Task description: Across the data, every line with the word "image" counts once; state the total alone.

--------

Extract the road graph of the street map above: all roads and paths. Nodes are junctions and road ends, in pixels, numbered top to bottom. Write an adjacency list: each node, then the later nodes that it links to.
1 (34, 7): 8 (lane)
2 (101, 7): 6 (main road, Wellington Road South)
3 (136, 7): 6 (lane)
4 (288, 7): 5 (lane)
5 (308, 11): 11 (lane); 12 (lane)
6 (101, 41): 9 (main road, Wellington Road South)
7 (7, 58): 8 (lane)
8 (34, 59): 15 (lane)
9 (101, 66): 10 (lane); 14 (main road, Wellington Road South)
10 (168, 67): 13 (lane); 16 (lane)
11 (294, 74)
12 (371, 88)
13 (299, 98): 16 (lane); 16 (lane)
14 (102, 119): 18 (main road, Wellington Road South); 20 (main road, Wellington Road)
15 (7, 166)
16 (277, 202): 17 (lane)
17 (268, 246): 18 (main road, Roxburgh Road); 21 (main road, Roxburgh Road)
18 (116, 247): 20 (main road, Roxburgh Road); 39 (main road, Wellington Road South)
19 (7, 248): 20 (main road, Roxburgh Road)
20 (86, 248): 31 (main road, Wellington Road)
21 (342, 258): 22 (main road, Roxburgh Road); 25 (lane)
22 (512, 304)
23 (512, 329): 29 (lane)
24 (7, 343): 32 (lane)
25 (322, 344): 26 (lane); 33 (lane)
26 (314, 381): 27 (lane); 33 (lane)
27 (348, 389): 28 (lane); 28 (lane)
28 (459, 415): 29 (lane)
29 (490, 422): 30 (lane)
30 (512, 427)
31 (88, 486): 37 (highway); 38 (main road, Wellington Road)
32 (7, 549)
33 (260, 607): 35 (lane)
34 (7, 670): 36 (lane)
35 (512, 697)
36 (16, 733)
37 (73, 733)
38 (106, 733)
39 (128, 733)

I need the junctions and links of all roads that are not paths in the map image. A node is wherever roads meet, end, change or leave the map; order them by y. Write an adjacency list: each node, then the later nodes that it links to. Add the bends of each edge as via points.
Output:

--------

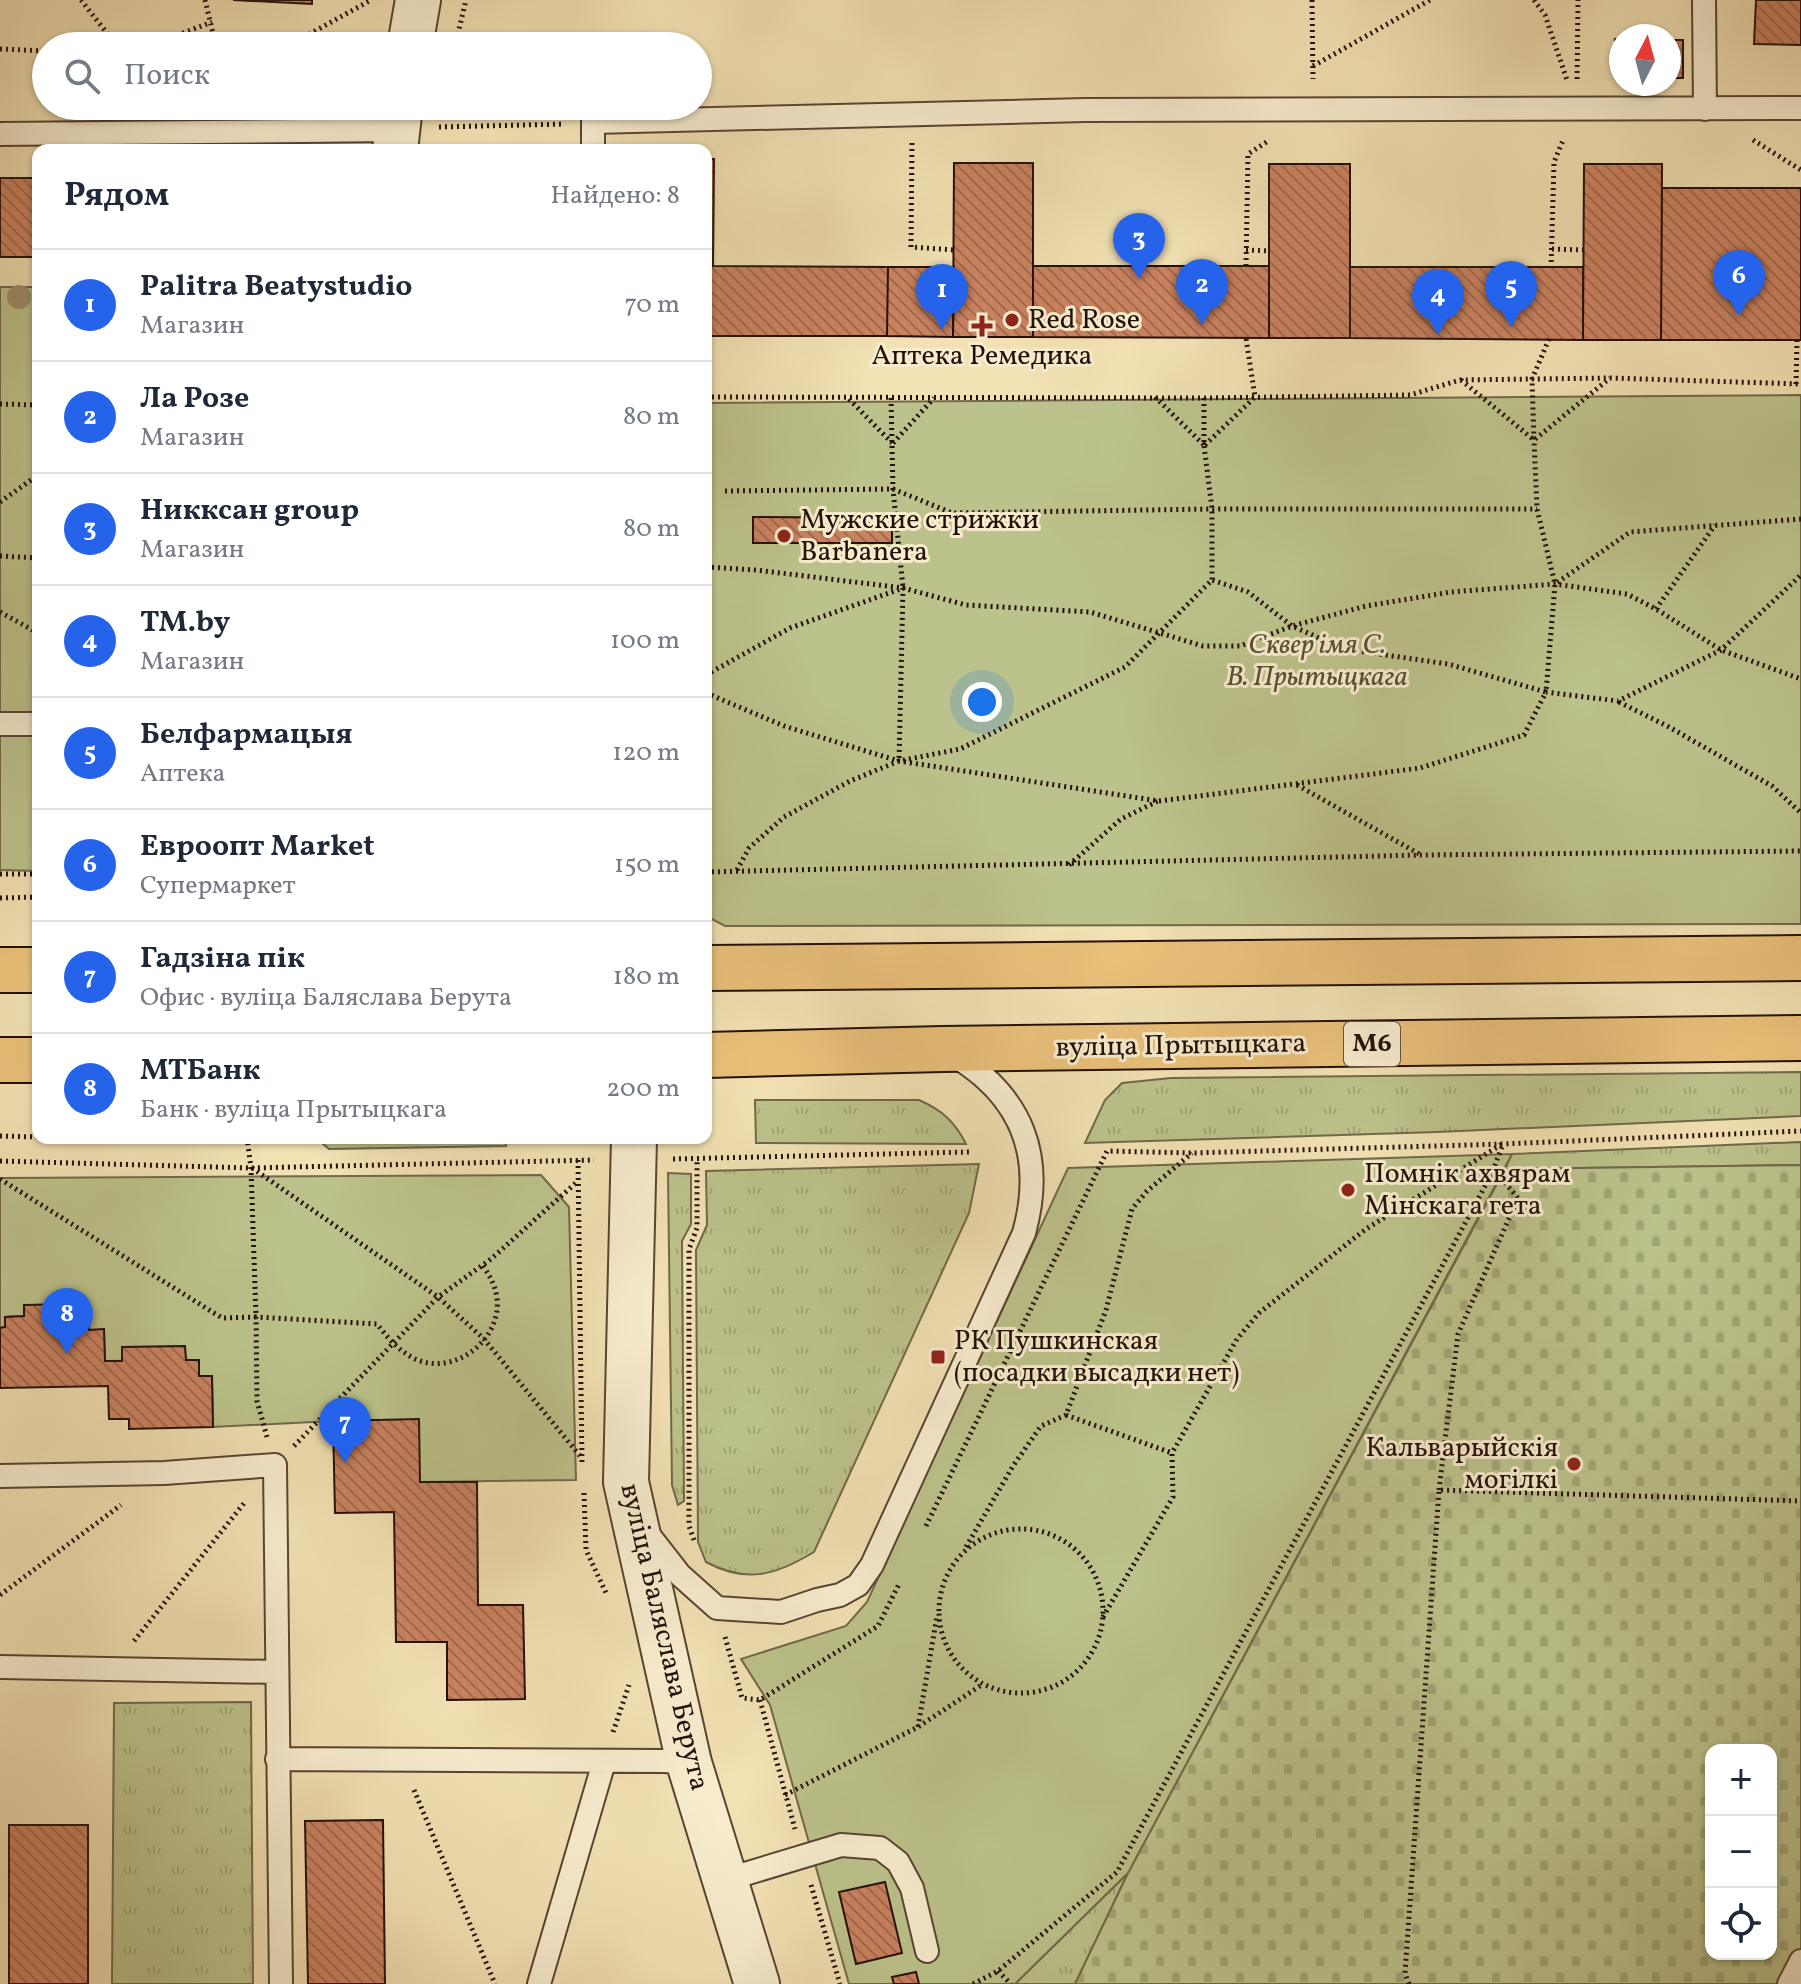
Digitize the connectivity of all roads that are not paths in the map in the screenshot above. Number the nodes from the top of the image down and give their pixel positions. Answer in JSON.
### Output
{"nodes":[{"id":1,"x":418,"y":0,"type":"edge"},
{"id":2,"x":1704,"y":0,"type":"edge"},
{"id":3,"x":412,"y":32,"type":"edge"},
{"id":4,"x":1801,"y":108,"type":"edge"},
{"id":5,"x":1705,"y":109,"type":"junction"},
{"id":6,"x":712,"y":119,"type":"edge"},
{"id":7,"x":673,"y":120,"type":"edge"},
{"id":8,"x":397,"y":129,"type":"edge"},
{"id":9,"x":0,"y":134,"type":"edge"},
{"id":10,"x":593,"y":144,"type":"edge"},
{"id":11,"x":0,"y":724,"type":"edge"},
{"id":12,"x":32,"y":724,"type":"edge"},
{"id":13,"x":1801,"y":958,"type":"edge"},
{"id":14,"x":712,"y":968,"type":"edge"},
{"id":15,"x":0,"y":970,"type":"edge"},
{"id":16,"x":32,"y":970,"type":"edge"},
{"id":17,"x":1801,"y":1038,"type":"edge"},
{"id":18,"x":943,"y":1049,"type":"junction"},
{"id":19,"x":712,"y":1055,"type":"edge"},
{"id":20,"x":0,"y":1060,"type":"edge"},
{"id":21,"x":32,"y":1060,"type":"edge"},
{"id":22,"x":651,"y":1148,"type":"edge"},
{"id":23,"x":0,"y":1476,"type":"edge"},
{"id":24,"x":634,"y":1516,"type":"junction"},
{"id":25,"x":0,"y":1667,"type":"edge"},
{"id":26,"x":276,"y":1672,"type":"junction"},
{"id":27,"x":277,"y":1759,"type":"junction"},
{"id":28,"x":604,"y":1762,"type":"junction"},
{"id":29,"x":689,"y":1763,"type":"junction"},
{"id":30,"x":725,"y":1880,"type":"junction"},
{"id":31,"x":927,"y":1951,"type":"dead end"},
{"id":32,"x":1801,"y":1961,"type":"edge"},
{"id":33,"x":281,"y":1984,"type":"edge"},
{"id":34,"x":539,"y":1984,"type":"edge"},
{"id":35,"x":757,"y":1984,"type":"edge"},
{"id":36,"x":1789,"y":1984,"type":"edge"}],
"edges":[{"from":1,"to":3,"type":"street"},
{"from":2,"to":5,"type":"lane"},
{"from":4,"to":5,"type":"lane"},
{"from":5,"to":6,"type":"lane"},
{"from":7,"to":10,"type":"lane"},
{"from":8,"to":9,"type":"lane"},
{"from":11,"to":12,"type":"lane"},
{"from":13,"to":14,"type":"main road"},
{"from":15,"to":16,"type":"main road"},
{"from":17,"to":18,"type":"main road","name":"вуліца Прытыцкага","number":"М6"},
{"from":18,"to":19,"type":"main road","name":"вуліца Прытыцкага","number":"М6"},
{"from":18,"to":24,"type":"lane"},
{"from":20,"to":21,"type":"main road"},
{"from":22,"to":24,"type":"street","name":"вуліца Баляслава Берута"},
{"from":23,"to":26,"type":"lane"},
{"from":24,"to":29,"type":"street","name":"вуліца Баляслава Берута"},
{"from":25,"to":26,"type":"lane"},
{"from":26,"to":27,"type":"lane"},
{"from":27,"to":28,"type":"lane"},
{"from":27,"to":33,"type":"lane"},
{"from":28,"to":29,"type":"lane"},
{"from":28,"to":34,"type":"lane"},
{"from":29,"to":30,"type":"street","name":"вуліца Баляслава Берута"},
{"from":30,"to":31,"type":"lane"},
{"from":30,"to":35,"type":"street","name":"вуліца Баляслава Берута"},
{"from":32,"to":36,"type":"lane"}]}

--------

Solution for this problem: 2